-- DATA SECTION follows --

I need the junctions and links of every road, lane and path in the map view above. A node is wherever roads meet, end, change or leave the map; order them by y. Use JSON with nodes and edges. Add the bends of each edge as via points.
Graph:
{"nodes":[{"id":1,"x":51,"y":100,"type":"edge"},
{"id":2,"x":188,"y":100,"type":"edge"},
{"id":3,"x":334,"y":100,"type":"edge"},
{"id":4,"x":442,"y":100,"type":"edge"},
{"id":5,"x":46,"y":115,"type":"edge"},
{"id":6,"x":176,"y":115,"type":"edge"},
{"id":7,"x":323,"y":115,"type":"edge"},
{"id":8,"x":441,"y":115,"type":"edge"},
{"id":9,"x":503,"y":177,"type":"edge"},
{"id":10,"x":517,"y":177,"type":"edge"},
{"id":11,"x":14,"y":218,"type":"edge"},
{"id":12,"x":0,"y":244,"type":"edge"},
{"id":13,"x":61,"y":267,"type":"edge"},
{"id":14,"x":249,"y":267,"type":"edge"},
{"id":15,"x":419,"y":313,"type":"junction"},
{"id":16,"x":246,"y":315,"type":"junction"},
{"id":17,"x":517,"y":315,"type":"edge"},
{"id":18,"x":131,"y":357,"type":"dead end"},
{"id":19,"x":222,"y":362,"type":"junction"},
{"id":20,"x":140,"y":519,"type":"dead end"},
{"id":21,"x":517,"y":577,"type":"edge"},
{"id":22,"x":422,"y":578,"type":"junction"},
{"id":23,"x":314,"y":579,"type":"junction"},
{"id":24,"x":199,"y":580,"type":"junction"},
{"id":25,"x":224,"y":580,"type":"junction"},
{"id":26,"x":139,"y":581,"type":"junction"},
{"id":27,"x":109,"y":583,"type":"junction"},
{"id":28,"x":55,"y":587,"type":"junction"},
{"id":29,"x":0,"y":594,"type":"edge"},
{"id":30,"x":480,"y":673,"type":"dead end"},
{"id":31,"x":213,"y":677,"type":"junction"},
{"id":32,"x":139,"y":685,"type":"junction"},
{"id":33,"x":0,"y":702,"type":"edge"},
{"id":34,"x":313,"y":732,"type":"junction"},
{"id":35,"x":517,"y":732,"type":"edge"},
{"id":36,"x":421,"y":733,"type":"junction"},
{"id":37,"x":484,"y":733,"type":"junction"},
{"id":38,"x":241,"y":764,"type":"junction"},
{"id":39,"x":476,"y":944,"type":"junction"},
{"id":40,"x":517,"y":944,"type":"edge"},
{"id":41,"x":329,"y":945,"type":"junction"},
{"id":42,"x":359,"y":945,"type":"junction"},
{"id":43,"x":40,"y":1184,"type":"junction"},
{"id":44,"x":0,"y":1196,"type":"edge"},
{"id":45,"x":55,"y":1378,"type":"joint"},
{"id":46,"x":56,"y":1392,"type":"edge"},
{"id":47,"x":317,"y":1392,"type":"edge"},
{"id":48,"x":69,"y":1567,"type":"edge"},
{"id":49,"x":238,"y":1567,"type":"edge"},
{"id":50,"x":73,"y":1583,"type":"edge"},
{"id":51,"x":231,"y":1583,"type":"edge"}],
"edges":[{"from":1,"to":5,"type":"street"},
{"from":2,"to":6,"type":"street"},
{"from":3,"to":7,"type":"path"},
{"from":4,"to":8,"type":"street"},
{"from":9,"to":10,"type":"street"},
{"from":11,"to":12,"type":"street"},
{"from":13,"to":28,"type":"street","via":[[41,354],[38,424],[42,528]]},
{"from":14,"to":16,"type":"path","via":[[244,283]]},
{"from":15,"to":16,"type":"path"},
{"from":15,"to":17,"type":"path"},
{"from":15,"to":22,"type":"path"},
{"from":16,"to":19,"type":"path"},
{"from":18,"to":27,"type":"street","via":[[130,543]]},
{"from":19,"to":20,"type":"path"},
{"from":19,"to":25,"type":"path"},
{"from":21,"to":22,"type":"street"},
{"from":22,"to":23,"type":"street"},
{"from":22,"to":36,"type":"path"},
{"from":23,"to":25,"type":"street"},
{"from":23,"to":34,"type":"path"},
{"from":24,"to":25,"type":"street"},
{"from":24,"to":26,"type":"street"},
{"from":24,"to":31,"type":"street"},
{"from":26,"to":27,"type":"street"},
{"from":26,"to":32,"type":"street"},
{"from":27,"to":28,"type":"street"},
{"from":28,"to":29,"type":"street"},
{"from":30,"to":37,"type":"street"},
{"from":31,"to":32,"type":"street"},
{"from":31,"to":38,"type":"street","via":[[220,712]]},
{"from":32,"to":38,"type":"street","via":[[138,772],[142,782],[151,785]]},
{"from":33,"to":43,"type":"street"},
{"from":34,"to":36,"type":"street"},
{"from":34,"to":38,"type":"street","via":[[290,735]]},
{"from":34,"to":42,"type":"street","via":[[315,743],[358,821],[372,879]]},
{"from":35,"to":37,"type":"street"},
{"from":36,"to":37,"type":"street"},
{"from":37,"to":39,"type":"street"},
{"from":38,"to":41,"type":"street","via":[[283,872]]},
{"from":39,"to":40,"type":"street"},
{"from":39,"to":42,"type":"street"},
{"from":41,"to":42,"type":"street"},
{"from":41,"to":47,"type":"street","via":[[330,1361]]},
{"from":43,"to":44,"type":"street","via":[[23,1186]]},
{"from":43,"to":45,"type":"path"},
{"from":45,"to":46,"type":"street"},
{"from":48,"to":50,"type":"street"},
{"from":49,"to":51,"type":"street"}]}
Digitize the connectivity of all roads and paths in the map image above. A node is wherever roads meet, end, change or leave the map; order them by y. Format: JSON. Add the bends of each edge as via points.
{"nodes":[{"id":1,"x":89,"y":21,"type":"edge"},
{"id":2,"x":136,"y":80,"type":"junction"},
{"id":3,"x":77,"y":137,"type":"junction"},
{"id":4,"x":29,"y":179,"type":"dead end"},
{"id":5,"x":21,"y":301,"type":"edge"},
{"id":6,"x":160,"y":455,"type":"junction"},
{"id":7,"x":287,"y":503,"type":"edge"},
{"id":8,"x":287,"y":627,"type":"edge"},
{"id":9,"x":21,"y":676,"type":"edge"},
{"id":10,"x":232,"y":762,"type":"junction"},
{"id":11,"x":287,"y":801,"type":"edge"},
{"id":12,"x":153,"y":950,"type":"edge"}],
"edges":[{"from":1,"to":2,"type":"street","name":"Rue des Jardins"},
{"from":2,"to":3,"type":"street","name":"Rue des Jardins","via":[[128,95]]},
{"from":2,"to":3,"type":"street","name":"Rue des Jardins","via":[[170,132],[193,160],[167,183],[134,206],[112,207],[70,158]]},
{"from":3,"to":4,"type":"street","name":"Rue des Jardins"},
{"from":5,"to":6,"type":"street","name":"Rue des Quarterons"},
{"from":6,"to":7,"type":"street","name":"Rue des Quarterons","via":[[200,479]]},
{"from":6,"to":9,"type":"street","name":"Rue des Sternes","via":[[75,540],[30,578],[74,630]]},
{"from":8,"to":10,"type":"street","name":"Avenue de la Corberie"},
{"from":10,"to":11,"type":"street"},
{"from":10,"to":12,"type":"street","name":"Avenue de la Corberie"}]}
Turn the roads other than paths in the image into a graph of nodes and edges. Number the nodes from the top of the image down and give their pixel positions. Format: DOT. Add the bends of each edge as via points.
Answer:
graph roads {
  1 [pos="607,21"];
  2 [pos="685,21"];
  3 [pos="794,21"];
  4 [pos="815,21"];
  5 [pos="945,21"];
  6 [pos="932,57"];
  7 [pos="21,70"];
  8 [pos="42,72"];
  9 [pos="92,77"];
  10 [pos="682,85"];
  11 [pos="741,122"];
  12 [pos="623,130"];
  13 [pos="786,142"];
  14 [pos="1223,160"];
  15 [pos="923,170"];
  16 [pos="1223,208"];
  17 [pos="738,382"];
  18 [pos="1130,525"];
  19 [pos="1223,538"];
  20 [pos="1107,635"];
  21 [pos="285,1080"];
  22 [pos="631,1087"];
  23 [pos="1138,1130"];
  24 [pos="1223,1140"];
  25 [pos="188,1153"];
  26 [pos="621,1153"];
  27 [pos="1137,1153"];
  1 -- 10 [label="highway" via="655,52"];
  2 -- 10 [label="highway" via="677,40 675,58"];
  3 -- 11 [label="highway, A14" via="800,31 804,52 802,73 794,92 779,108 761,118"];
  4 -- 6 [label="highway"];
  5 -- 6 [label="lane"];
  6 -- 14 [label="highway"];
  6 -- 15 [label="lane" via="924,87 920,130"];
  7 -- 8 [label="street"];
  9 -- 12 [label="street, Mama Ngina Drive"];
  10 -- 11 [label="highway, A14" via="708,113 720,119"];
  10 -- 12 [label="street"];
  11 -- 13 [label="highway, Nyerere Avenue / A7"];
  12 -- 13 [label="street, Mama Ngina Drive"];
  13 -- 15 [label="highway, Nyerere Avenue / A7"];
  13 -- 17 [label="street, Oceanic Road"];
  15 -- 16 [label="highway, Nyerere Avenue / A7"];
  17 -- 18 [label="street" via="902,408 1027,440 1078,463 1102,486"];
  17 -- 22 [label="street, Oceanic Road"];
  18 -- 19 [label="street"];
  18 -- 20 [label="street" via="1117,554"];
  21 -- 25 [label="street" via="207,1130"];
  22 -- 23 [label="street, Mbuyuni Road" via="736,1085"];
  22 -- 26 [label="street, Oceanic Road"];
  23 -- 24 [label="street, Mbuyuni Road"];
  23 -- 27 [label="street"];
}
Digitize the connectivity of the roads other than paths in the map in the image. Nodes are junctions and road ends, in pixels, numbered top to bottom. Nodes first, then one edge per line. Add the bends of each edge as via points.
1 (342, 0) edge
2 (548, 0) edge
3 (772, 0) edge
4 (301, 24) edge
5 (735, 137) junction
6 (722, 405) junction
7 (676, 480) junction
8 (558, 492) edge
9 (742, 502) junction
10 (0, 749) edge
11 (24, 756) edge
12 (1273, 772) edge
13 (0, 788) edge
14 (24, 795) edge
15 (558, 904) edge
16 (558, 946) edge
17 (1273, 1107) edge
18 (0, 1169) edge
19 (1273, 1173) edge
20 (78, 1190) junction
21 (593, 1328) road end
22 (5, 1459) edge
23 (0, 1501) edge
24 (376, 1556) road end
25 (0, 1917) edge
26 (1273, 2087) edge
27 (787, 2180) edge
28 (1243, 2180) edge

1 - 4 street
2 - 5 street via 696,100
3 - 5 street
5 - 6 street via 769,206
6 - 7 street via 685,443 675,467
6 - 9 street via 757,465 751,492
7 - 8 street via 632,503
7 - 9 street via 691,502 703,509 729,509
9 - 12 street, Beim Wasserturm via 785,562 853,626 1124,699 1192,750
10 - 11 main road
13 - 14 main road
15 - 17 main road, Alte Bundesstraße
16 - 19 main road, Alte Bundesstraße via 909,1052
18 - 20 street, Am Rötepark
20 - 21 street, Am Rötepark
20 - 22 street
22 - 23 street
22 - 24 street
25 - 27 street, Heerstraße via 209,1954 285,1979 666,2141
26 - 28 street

-- DATA SECTION concluded --

▶ [TASK STATEMENT] For the string "main", search the preceding data and copy every line that includes it.

▶ [RESULT OF THE TASK]
10 - 11 main road
13 - 14 main road
15 - 17 main road, Alte Bundesstraße
16 - 19 main road, Alte Bundesstraße via 909,1052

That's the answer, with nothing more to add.